"""
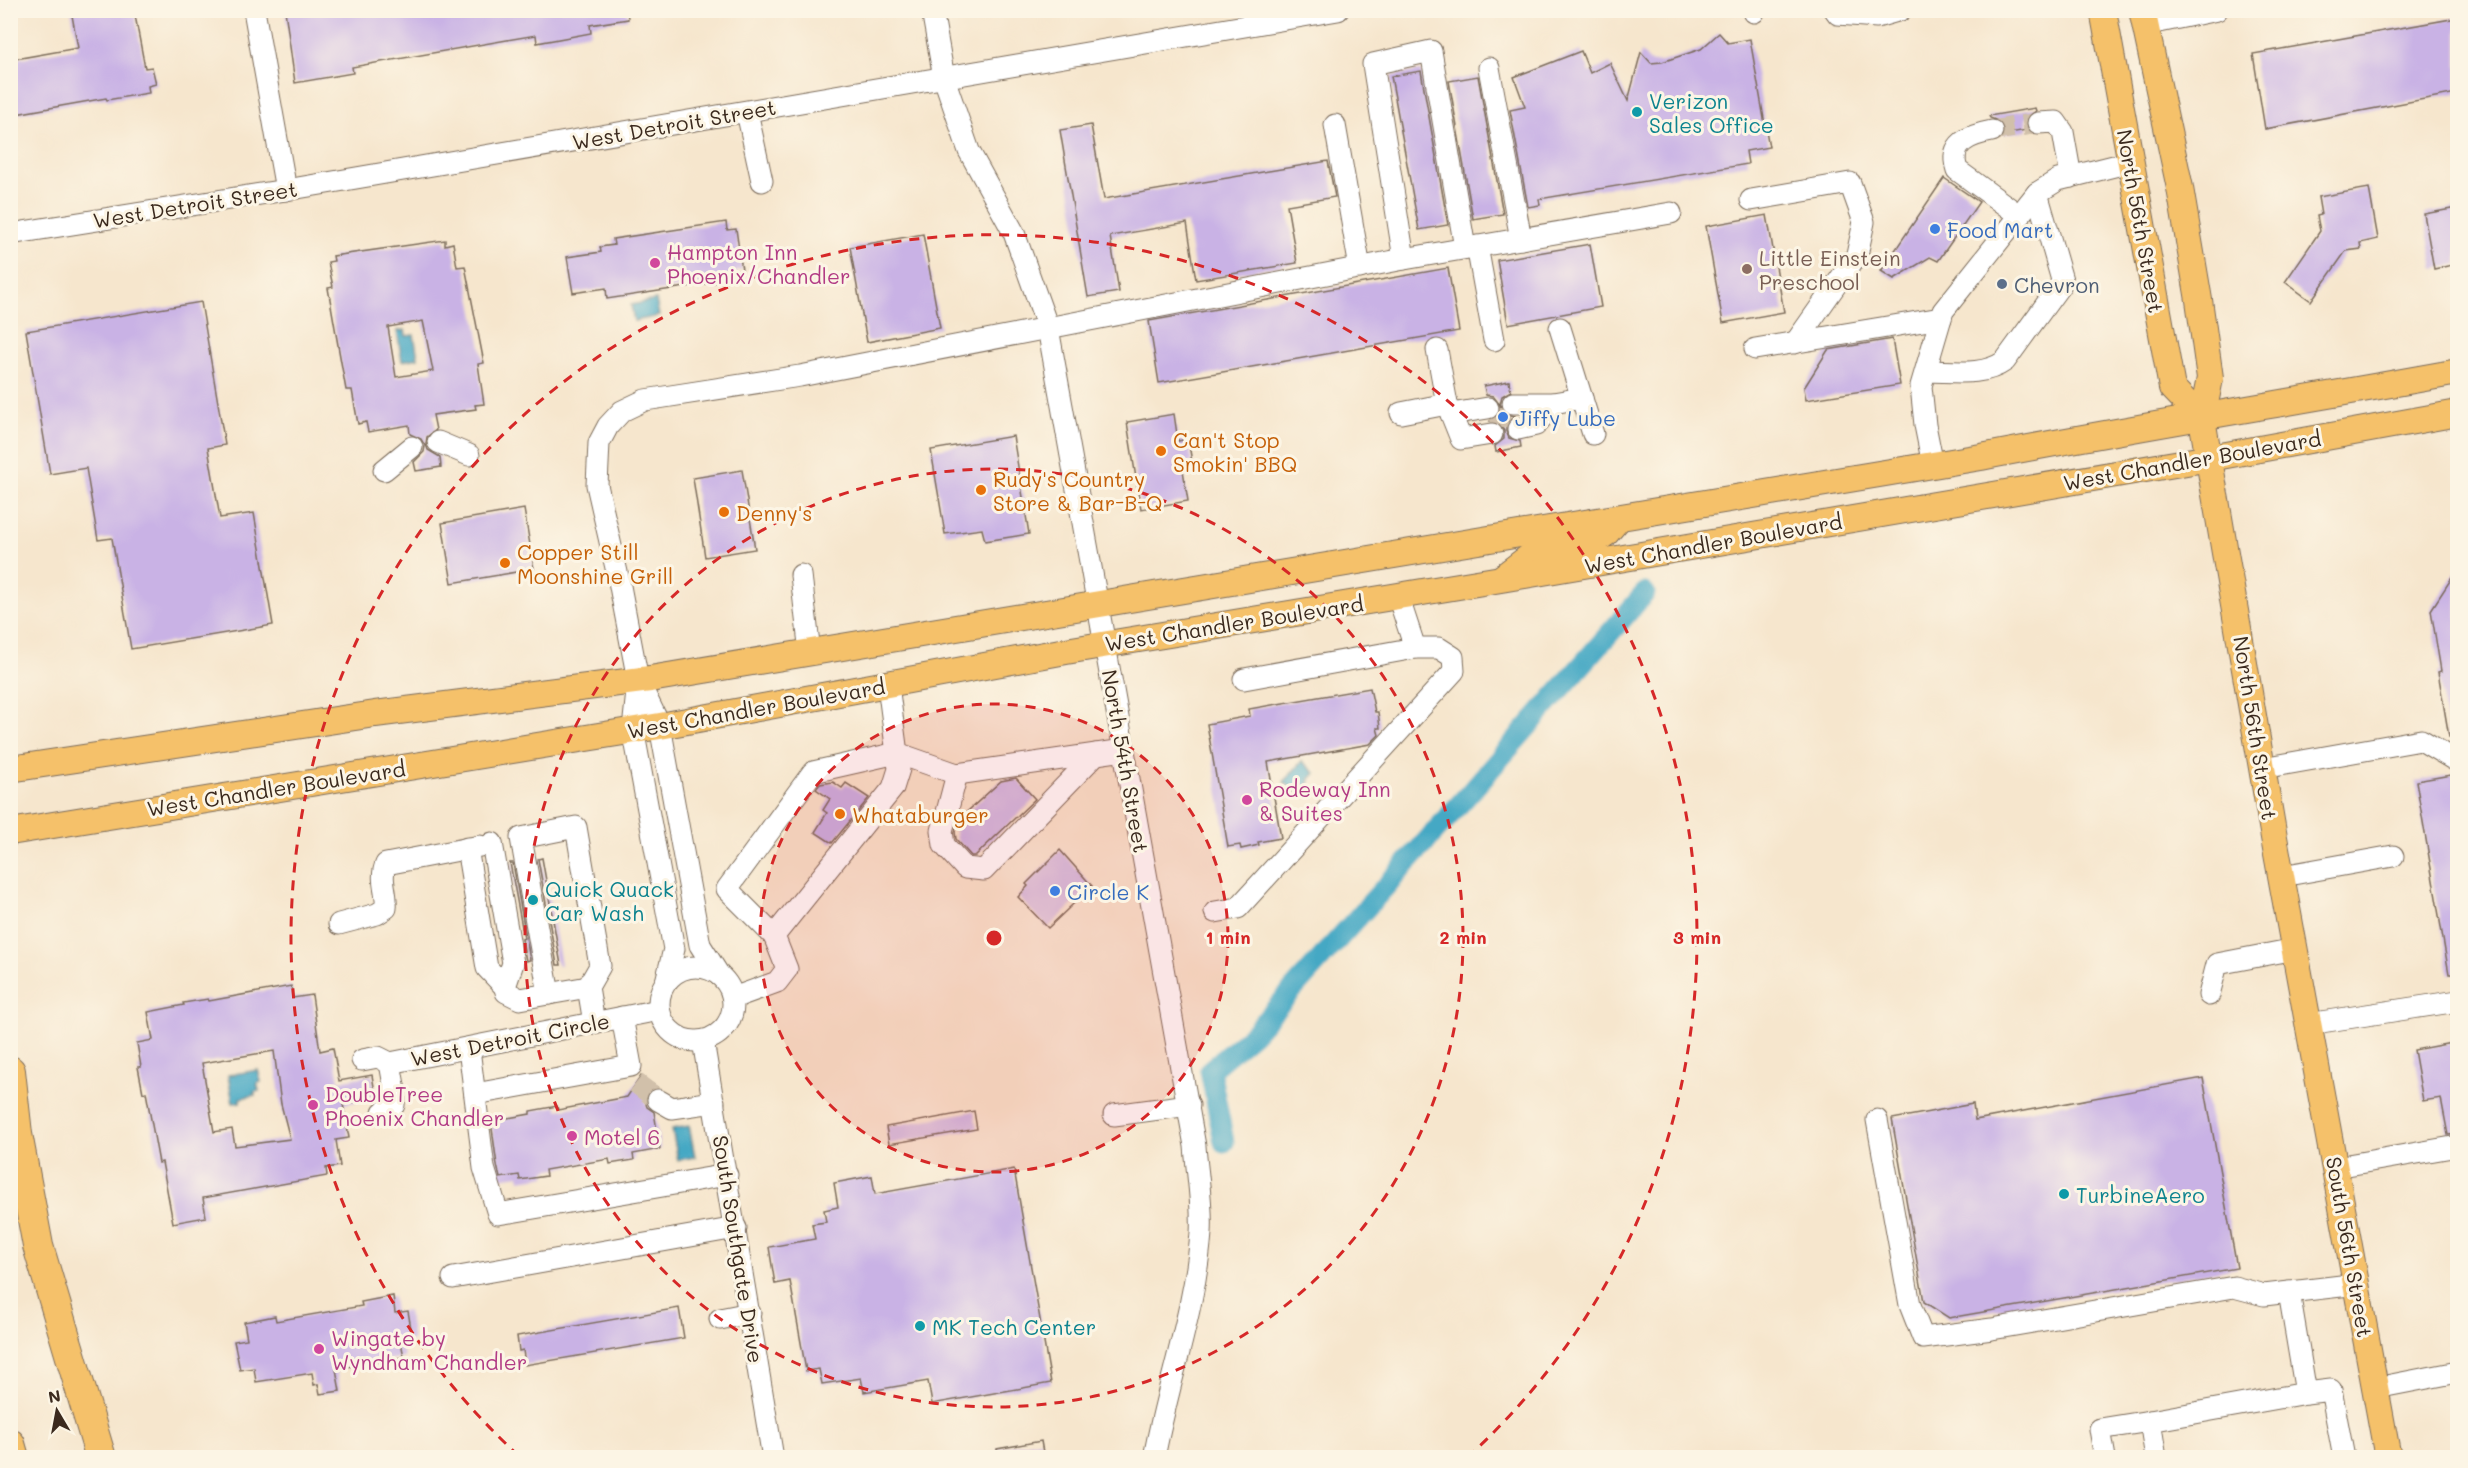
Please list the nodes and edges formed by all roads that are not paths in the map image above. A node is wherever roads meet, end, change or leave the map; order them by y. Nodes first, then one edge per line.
1 (254, 10) edge
2 (932, 10) edge
3 (1338, 10) edge
4 (1835, 10) edge
5 (1901, 10) edge
6 (2103, 10) edge
7 (2217, 10) edge
8 (2144, 18) edge
9 (1489, 68) dead end
10 (944, 78) junction
11 (747, 112) junction
12 (2038, 123) tunnel mouth
13 (1335, 125) dead end
14 (1992, 131) tunnel mouth
15 (2130, 162) junction
16 (2071, 177) junction
17 (762, 181) dead end
18 (285, 190) junction
19 (2037, 193) junction
20 (1751, 200) dead end
21 (1671, 213) dead end
22 (2020, 216) junction
23 (10, 234) edge
24 (1521, 238) junction
25 (1471, 247) junction
26 (1404, 259) junction
27 (1360, 268) junction
28 (1941, 318) junction
29 (1048, 328) junction
30 (1560, 328) dead end
31 (1494, 340) dead end
32 (1795, 343) junction
33 (1437, 350) dead end
34 (1755, 350) dead end
35 (1927, 370) junction
36 (2457, 372) edge
37 (1582, 398) junction
38 (1401, 413) dead end
39 (2457, 413) edge
40 (1451, 415) junction
41 (1515, 416) tunnel mouth
42 (2202, 419) junction
43 (1490, 420) tunnel mouth
44 (1593, 434) dead end
45 (438, 442) dead end
46 (412, 447) dead end
47 (469, 455) dead end
48 (2210, 458) junction
49 (1933, 465) junction
50 (384, 470) dead end
51 (1618, 518) junction
52 (801, 575) dead end
53 (1501, 579) junction
54 (1398, 596) junction
55 (1098, 606) junction
56 (1106, 644) junction
57 (1415, 648) junction
58 (810, 652) junction
59 (1244, 679) dead end
60 (638, 680) junction
61 (888, 686) junction
62 (660, 726) junction
63 (633, 729) junction
64 (1124, 750) junction
65 (897, 753) junction
66 (1096, 754) junction
67 (2453, 759) dead end
68 (2263, 768) junction
69 (10, 769) edge
70 (957, 774) junction
71 (10, 832) edge
72 (520, 838) junction
73 (479, 846) junction
74 (2393, 856) dead end
75 (2282, 876) junction
76 (1215, 912) dead end
77 (339, 924) dead end
78 (774, 936) junction
79 (2295, 949) junction
80 (719, 975) junction
81 (666, 982) junction
82 (588, 987) junction
83 (549, 994) junction
84 (2209, 995) dead end
85 (733, 998) junction
86 (2457, 1001) edge
87 (659, 1010) junction
88 (622, 1017) junction
89 (594, 1023) junction
90 (2309, 1030) junction
91 (703, 1041) junction
92 (469, 1049) junction
93 (362, 1060) dead end
94 (390, 1063) junction
95 (10, 1071) edge
96 (475, 1094) junction
97 (658, 1101) tunnel mouth
98 (714, 1102) junction
99 (1189, 1105) junction
100 (383, 1112) dead end
101 (1114, 1115) dead end
102 (1876, 1120) dead end
103 (2457, 1146) edge
104 (2336, 1167) junction
105 (727, 1176) junction
106 (736, 1228) junction
107 (453, 1278) dead end
108 (2358, 1284) junction
109 (2289, 1292) junction
110 (750, 1313) junction
111 (720, 1319) dead end
112 (2457, 1372) edge
113 (2376, 1388) junction
114 (2306, 1393) junction
115 (2150, 1421) junction
116 (10, 1444) edge
117 (14, 1458) edge
118 (101, 1458) edge
119 (773, 1458) edge
120 (1154, 1458) edge
121 (2105, 1458) edge
122 (2156, 1458) edge
123 (2344, 1458) edge
124 (2388, 1458) edge

1 - 18 street
2 - 10 street, North 54th Street
3 - 10 street, West Detroit Street
4 - 5 street
6 - 15 main road, North 56th Street
7 - 8 street
8 - 42 main road, North 56th Street
9 - 24 street
10 - 11 street, West Detroit Street
10 - 29 street, North 54th Street
11 - 17 street
11 - 18 street, West Detroit Street
12 - 16 street
13 - 27 street
14 - 22 street
15 - 16 street
15 - 42 main road, North 56th Street
16 - 19 street
18 - 23 street, West Detroit Street
19 - 22 street
19 - 35 street
20 - 32 street
21 - 24 street
22 - 28 street
24 - 25 street
25 - 26 street
25 - 26 street
25 - 31 street
26 - 27 street
27 - 29 street
28 - 32 street
28 - 35 street
29 - 55 street, North 54th Street
29 - 60 street
30 - 37 street
32 - 34 street
33 - 40 street
35 - 49 street
36 - 42 main road, West Chandler Boulevard
37 - 41 street
37 - 44 street
38 - 40 street
39 - 48 main road, West Chandler Boulevard
40 - 43 street
42 - 48 main road, North 56th Street
42 - 49 main road, West Chandler Boulevard
45 - 47 street
46 - 50 street
48 - 53 main road, West Chandler Boulevard
48 - 68 main road, North 56th Street
49 - 51 main road, West Chandler Boulevard
51 - 53 main road
51 - 55 main road, West Chandler Boulevard
52 - 58 street
53 - 54 main road, West Chandler Boulevard
54 - 56 main road, West Chandler Boulevard
54 - 57 street
55 - 56 street, North 54th Street
55 - 58 main road, West Chandler Boulevard
56 - 61 main road, West Chandler Boulevard
56 - 64 street, North 54th Street
57 - 59 street
57 - 76 street
58 - 60 main road, West Chandler Boulevard
60 - 62 street
60 - 63 street
60 - 69 main road, West Chandler Boulevard
61 - 62 main road, West Chandler Boulevard
61 - 65 street
62 - 63 main road, West Chandler Boulevard
62 - 80 street
63 - 71 main road, West Chandler Boulevard
63 - 81 street
64 - 66 street
64 - 99 street, North 54th Street
65 - 70 street
65 - 78 street
65 - 78 street
66 - 70 street
66 - 70 street
67 - 68 street
68 - 75 main road, North 56th Street
72 - 73 street
72 - 82 street
72 - 83 street
73 - 77 street
73 - 83 street
74 - 75 street
75 - 79 main road, North 56th Street
78 - 85 street
79 - 84 street
79 - 90 main road, North 56th Street
80 - 81 street
80 - 85 street
81 - 87 street
82 - 83 street
82 - 89 street
85 - 91 street
86 - 90 street
87 - 88 street, West Detroit Circle
87 - 91 street
88 - 89 street, West Detroit Circle
88 - 96 street
89 - 92 street, West Detroit Circle
90 - 104 main road, South 56th Street
91 - 98 street, South Southgate Drive
92 - 94 street, West Detroit Circle
92 - 96 street
93 - 94 street, West Detroit Circle
94 - 100 street
95 - 118 highway
96 - 105 street
97 - 98 street
98 - 105 street, South Southgate Drive
99 - 101 street
99 - 120 street, North 54th Street
102 - 109 street
103 - 104 street
104 - 108 main road, South 56th Street
105 - 106 street, South Southgate Drive
106 - 107 street
106 - 110 street, South Southgate Drive
108 - 109 street
108 - 113 main road, South 56th Street
109 - 114 street
110 - 111 street
110 - 119 street, South Southgate Drive
112 - 113 street
113 - 124 main road, South 56th Street
114 - 115 street
114 - 123 street
115 - 121 street
115 - 122 street
116 - 117 highway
"""
§ **WHAT TO WORK ON**
Set the preceding data down again word for word, omitting images.

§ **ANSWER FOR THIS EXERCISE**
Please list the nodes and edges formed by all roads that are not paths in the map image above. A node is wherever roads meet, end, change or leave the map; order them by y. Nodes first, then one edge per line.
1 (254, 10) edge
2 (932, 10) edge
3 (1338, 10) edge
4 (1835, 10) edge
5 (1901, 10) edge
6 (2103, 10) edge
7 (2217, 10) edge
8 (2144, 18) edge
9 (1489, 68) dead end
10 (944, 78) junction
11 (747, 112) junction
12 (2038, 123) tunnel mouth
13 (1335, 125) dead end
14 (1992, 131) tunnel mouth
15 (2130, 162) junction
16 (2071, 177) junction
17 (762, 181) dead end
18 (285, 190) junction
19 (2037, 193) junction
20 (1751, 200) dead end
21 (1671, 213) dead end
22 (2020, 216) junction
23 (10, 234) edge
24 (1521, 238) junction
25 (1471, 247) junction
26 (1404, 259) junction
27 (1360, 268) junction
28 (1941, 318) junction
29 (1048, 328) junction
30 (1560, 328) dead end
31 (1494, 340) dead end
32 (1795, 343) junction
33 (1437, 350) dead end
34 (1755, 350) dead end
35 (1927, 370) junction
36 (2457, 372) edge
37 (1582, 398) junction
38 (1401, 413) dead end
39 (2457, 413) edge
40 (1451, 415) junction
41 (1515, 416) tunnel mouth
42 (2202, 419) junction
43 (1490, 420) tunnel mouth
44 (1593, 434) dead end
45 (438, 442) dead end
46 (412, 447) dead end
47 (469, 455) dead end
48 (2210, 458) junction
49 (1933, 465) junction
50 (384, 470) dead end
51 (1618, 518) junction
52 (801, 575) dead end
53 (1501, 579) junction
54 (1398, 596) junction
55 (1098, 606) junction
56 (1106, 644) junction
57 (1415, 648) junction
58 (810, 652) junction
59 (1244, 679) dead end
60 (638, 680) junction
61 (888, 686) junction
62 (660, 726) junction
63 (633, 729) junction
64 (1124, 750) junction
65 (897, 753) junction
66 (1096, 754) junction
67 (2453, 759) dead end
68 (2263, 768) junction
69 (10, 769) edge
70 (957, 774) junction
71 (10, 832) edge
72 (520, 838) junction
73 (479, 846) junction
74 (2393, 856) dead end
75 (2282, 876) junction
76 (1215, 912) dead end
77 (339, 924) dead end
78 (774, 936) junction
79 (2295, 949) junction
80 (719, 975) junction
81 (666, 982) junction
82 (588, 987) junction
83 (549, 994) junction
84 (2209, 995) dead end
85 (733, 998) junction
86 (2457, 1001) edge
87 (659, 1010) junction
88 (622, 1017) junction
89 (594, 1023) junction
90 (2309, 1030) junction
91 (703, 1041) junction
92 (469, 1049) junction
93 (362, 1060) dead end
94 (390, 1063) junction
95 (10, 1071) edge
96 (475, 1094) junction
97 (658, 1101) tunnel mouth
98 (714, 1102) junction
99 (1189, 1105) junction
100 (383, 1112) dead end
101 (1114, 1115) dead end
102 (1876, 1120) dead end
103 (2457, 1146) edge
104 (2336, 1167) junction
105 (727, 1176) junction
106 (736, 1228) junction
107 (453, 1278) dead end
108 (2358, 1284) junction
109 (2289, 1292) junction
110 (750, 1313) junction
111 (720, 1319) dead end
112 (2457, 1372) edge
113 (2376, 1388) junction
114 (2306, 1393) junction
115 (2150, 1421) junction
116 (10, 1444) edge
117 (14, 1458) edge
118 (101, 1458) edge
119 (773, 1458) edge
120 (1154, 1458) edge
121 (2105, 1458) edge
122 (2156, 1458) edge
123 (2344, 1458) edge
124 (2388, 1458) edge

1 - 18 street
2 - 10 street, North 54th Street
3 - 10 street, West Detroit Street
4 - 5 street
6 - 15 main road, North 56th Street
7 - 8 street
8 - 42 main road, North 56th Street
9 - 24 street
10 - 11 street, West Detroit Street
10 - 29 street, North 54th Street
11 - 17 street
11 - 18 street, West Detroit Street
12 - 16 street
13 - 27 street
14 - 22 street
15 - 16 street
15 - 42 main road, North 56th Street
16 - 19 street
18 - 23 street, West Detroit Street
19 - 22 street
19 - 35 street
20 - 32 street
21 - 24 street
22 - 28 street
24 - 25 street
25 - 26 street
25 - 26 street
25 - 31 street
26 - 27 street
27 - 29 street
28 - 32 street
28 - 35 street
29 - 55 street, North 54th Street
29 - 60 street
30 - 37 street
32 - 34 street
33 - 40 street
35 - 49 street
36 - 42 main road, West Chandler Boulevard
37 - 41 street
37 - 44 street
38 - 40 street
39 - 48 main road, West Chandler Boulevard
40 - 43 street
42 - 48 main road, North 56th Street
42 - 49 main road, West Chandler Boulevard
45 - 47 street
46 - 50 street
48 - 53 main road, West Chandler Boulevard
48 - 68 main road, North 56th Street
49 - 51 main road, West Chandler Boulevard
51 - 53 main road
51 - 55 main road, West Chandler Boulevard
52 - 58 street
53 - 54 main road, West Chandler Boulevard
54 - 56 main road, West Chandler Boulevard
54 - 57 street
55 - 56 street, North 54th Street
55 - 58 main road, West Chandler Boulevard
56 - 61 main road, West Chandler Boulevard
56 - 64 street, North 54th Street
57 - 59 street
57 - 76 street
58 - 60 main road, West Chandler Boulevard
60 - 62 street
60 - 63 street
60 - 69 main road, West Chandler Boulevard
61 - 62 main road, West Chandler Boulevard
61 - 65 street
62 - 63 main road, West Chandler Boulevard
62 - 80 street
63 - 71 main road, West Chandler Boulevard
63 - 81 street
64 - 66 street
64 - 99 street, North 54th Street
65 - 70 street
65 - 78 street
65 - 78 street
66 - 70 street
66 - 70 street
67 - 68 street
68 - 75 main road, North 56th Street
72 - 73 street
72 - 82 street
72 - 83 street
73 - 77 street
73 - 83 street
74 - 75 street
75 - 79 main road, North 56th Street
78 - 85 street
79 - 84 street
79 - 90 main road, North 56th Street
80 - 81 street
80 - 85 street
81 - 87 street
82 - 83 street
82 - 89 street
85 - 91 street
86 - 90 street
87 - 88 street, West Detroit Circle
87 - 91 street
88 - 89 street, West Detroit Circle
88 - 96 street
89 - 92 street, West Detroit Circle
90 - 104 main road, South 56th Street
91 - 98 street, South Southgate Drive
92 - 94 street, West Detroit Circle
92 - 96 street
93 - 94 street, West Detroit Circle
94 - 100 street
95 - 118 highway
96 - 105 street
97 - 98 street
98 - 105 street, South Southgate Drive
99 - 101 street
99 - 120 street, North 54th Street
102 - 109 street
103 - 104 street
104 - 108 main road, South 56th Street
105 - 106 street, South Southgate Drive
106 - 107 street
106 - 110 street, South Southgate Drive
108 - 109 street
108 - 113 main road, South 56th Street
109 - 114 street
110 - 111 street
110 - 119 street, South Southgate Drive
112 - 113 street
113 - 124 main road, South 56th Street
114 - 115 street
114 - 123 street
115 - 121 street
115 - 122 street
116 - 117 highway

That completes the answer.